[Data items]
—————

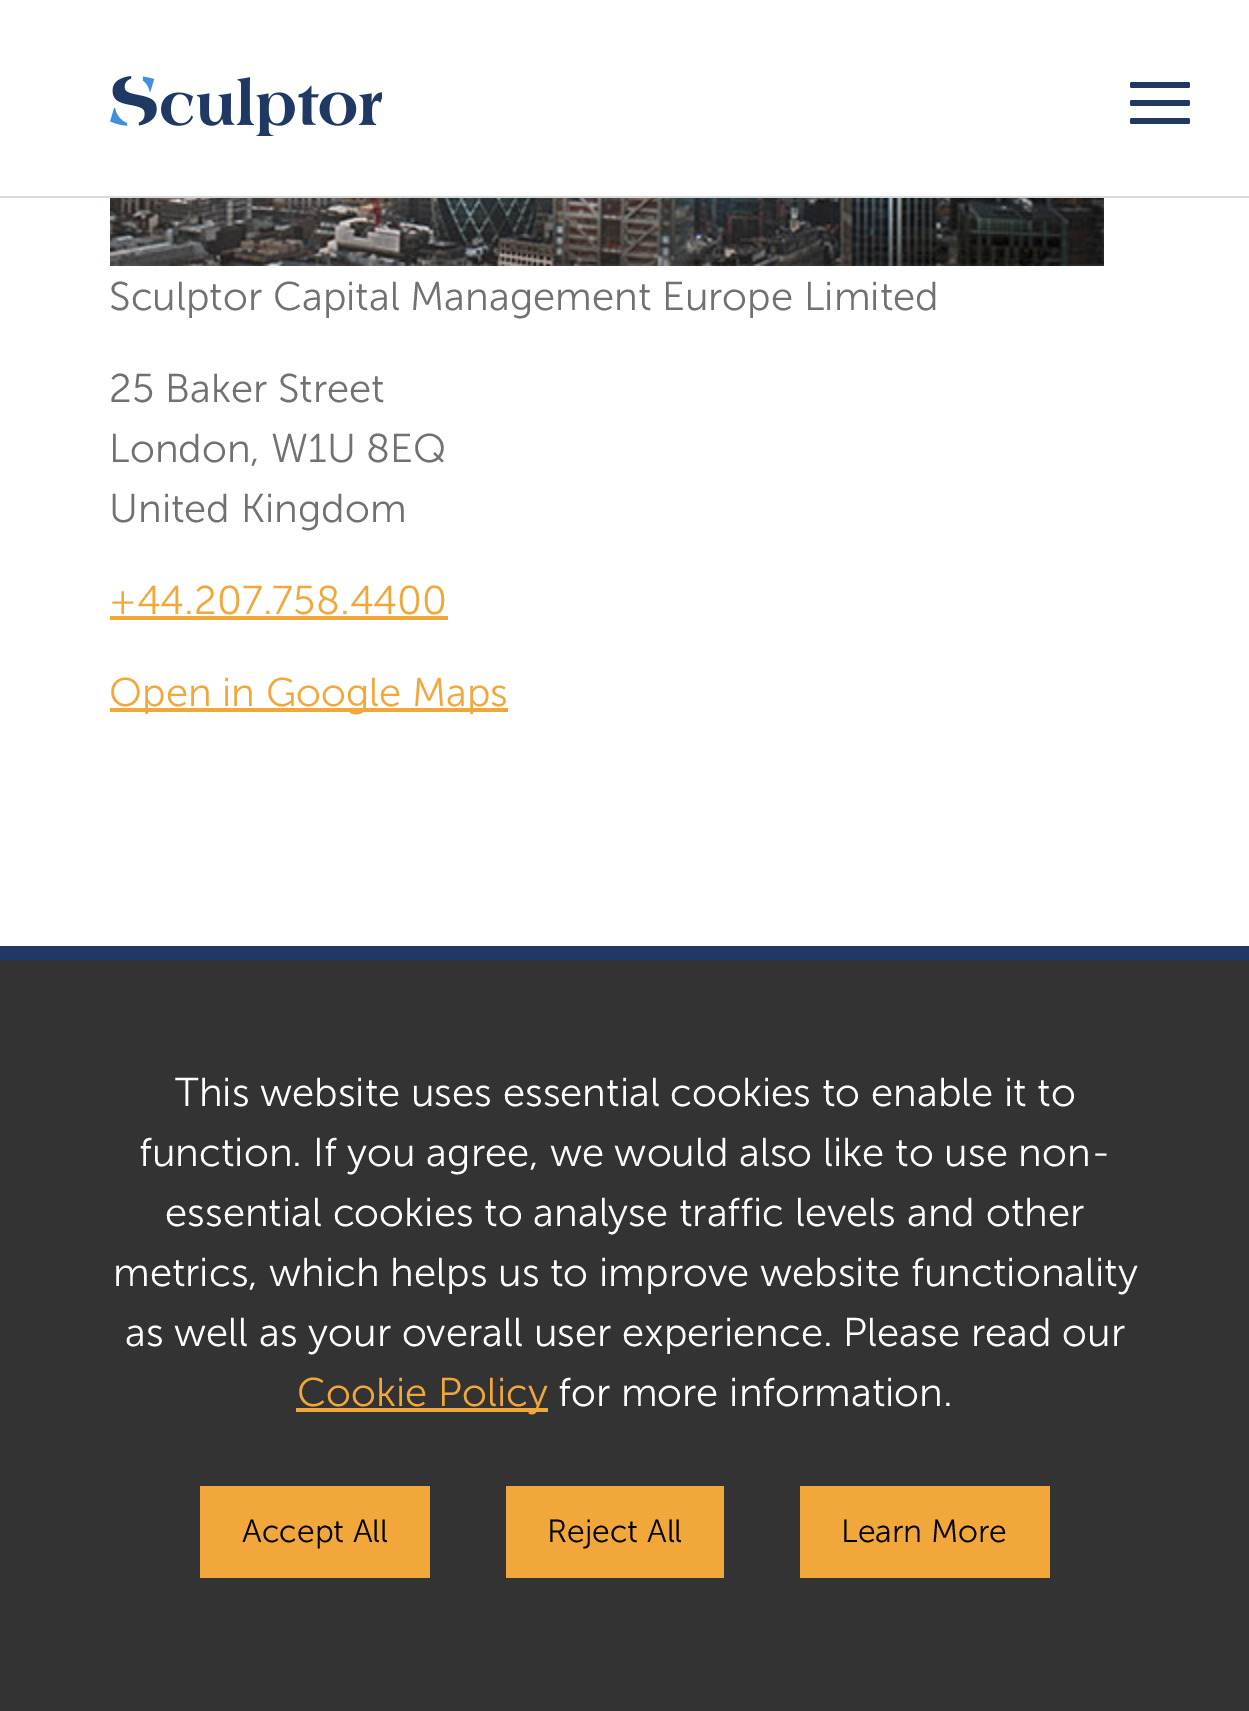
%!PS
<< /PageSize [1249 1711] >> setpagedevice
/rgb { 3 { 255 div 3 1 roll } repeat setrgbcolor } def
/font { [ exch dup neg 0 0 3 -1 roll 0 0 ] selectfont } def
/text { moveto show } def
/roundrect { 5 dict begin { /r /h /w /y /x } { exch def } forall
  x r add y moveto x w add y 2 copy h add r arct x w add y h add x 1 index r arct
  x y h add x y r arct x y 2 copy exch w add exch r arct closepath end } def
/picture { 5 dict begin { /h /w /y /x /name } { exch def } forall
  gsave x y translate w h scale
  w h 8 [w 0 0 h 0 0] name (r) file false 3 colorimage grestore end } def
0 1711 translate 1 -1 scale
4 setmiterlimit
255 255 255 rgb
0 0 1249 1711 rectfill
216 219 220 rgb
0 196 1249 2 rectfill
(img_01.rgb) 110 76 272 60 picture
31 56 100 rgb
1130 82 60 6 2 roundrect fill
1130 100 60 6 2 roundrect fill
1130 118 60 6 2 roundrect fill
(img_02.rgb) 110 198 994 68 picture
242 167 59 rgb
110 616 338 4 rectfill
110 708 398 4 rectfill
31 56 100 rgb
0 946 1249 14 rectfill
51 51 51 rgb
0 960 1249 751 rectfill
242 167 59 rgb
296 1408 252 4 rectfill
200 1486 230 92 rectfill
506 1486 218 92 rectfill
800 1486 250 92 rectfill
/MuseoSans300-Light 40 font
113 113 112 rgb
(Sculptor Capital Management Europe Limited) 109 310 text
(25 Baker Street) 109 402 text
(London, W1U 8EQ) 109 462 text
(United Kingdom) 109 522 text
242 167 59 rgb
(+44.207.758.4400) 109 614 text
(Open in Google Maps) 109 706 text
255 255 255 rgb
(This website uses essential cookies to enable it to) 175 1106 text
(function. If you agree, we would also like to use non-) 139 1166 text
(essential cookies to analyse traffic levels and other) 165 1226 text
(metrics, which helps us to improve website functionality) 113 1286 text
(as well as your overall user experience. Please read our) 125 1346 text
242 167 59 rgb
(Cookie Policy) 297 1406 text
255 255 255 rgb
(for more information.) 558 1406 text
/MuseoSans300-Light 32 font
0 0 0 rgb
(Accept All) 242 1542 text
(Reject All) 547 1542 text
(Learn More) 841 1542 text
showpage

—————

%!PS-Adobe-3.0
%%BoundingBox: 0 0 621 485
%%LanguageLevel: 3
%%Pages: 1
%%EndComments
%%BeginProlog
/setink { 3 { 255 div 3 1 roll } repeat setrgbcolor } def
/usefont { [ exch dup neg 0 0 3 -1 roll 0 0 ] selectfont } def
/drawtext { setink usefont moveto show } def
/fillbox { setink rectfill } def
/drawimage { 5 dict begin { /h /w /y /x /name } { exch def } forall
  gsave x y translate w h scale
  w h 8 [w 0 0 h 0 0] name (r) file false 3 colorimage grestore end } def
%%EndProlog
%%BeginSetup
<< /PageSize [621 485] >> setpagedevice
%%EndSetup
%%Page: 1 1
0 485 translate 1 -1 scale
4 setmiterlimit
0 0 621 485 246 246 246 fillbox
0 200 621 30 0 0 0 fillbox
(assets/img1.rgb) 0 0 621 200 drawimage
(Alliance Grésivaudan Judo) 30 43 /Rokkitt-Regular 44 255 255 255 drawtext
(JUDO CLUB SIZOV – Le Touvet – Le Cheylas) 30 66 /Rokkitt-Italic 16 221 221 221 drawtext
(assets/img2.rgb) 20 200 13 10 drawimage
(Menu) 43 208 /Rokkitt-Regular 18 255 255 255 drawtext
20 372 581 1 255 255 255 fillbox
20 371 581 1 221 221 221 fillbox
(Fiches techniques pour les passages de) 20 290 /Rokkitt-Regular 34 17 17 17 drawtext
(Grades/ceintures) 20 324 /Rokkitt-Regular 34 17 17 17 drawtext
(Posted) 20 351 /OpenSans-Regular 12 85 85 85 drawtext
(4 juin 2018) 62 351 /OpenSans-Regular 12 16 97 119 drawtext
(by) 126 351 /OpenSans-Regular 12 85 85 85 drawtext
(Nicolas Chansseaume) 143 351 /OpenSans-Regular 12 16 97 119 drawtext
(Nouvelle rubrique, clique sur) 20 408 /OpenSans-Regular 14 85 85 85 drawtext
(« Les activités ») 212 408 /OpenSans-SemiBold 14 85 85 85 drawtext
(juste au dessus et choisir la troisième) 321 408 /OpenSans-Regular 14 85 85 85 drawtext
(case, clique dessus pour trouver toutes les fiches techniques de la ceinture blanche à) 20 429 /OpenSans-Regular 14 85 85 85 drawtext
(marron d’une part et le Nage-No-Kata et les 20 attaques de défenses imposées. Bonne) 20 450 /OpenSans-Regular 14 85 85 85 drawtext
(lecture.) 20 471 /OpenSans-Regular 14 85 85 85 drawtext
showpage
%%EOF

—————

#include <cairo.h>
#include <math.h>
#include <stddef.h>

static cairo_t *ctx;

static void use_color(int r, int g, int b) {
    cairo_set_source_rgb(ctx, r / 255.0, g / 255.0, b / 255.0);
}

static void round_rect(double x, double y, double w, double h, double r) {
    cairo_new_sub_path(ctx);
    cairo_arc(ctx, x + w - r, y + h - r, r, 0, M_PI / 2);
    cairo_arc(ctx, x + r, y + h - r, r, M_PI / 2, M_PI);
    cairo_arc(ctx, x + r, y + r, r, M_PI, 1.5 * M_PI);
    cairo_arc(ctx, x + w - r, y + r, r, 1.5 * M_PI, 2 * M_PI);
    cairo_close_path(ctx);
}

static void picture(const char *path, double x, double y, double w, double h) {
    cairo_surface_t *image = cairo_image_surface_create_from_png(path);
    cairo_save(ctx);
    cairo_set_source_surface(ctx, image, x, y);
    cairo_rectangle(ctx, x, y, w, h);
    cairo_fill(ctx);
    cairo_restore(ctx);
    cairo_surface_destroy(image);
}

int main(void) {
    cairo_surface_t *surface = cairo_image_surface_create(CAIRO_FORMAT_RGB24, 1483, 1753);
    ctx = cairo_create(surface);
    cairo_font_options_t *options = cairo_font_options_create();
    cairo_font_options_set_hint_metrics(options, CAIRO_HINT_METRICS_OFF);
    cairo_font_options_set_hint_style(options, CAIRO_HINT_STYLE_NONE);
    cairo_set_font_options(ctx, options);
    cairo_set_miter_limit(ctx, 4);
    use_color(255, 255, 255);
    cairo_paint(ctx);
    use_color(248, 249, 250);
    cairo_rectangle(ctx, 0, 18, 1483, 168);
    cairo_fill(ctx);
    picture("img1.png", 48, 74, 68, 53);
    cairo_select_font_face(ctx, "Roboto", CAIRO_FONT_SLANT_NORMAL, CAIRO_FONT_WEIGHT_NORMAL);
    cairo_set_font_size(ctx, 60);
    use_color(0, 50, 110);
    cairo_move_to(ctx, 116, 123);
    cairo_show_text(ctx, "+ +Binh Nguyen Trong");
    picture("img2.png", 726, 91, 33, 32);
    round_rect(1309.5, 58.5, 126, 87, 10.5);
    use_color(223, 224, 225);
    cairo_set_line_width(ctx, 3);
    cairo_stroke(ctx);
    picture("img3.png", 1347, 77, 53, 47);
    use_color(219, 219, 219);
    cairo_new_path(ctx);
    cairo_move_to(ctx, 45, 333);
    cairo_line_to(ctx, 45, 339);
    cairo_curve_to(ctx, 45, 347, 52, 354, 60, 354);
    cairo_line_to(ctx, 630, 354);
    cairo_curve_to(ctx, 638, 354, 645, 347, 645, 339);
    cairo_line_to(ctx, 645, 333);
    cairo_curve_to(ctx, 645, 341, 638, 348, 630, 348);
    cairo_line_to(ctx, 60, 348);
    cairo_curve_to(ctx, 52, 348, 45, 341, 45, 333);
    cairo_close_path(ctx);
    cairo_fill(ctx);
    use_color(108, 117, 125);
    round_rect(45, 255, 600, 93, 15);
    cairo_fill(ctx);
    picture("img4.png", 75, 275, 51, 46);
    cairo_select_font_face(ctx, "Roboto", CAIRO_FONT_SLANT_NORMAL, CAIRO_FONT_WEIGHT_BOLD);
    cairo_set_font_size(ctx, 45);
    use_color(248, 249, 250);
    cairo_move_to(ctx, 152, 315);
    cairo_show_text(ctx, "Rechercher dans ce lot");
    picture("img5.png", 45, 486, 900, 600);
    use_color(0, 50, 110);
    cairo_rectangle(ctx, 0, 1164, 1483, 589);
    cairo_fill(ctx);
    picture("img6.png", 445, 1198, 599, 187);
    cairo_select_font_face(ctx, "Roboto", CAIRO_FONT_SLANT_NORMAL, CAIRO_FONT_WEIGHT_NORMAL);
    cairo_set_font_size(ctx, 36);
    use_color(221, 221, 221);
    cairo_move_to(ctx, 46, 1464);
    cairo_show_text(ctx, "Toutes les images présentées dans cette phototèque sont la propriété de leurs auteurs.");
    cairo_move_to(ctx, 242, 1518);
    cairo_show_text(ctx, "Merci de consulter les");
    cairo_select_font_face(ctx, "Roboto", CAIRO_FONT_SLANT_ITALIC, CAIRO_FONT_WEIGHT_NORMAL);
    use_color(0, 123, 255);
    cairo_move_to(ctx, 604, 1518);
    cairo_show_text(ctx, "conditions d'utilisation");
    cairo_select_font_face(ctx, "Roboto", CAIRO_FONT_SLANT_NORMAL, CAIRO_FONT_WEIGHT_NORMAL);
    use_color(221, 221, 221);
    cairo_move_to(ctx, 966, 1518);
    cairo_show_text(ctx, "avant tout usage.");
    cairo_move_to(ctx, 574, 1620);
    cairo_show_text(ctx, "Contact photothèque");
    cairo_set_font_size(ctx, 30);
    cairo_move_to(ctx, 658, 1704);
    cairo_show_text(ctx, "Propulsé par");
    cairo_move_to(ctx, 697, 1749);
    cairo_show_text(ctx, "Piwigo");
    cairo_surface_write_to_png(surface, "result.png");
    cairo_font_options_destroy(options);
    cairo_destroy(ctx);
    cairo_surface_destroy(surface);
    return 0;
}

—————

* **TASK DETAILS**
In your answer, include only the lines above starting at the line that holds "cairo_save(ctx);" and ending at the line that holds "cairo_set_miter_limit(ctx, 4);", copied exactly.

* **RESPONSE**
    cairo_save(ctx);
    cairo_set_source_surface(ctx, image, x, y);
    cairo_rectangle(ctx, x, y, w, h);
    cairo_fill(ctx);
    cairo_restore(ctx);
    cairo_surface_destroy(image);
}

int main(void) {
    cairo_surface_t *surface = cairo_image_surface_create(CAIRO_FORMAT_RGB24, 1483, 1753);
    ctx = cairo_create(surface);
    cairo_font_options_t *options = cairo_font_options_create();
    cairo_font_options_set_hint_metrics(options, CAIRO_HINT_METRICS_OFF);
    cairo_font_options_set_hint_style(options, CAIRO_HINT_STYLE_NONE);
    cairo_set_font_options(ctx, options);
    cairo_set_miter_limit(ctx, 4);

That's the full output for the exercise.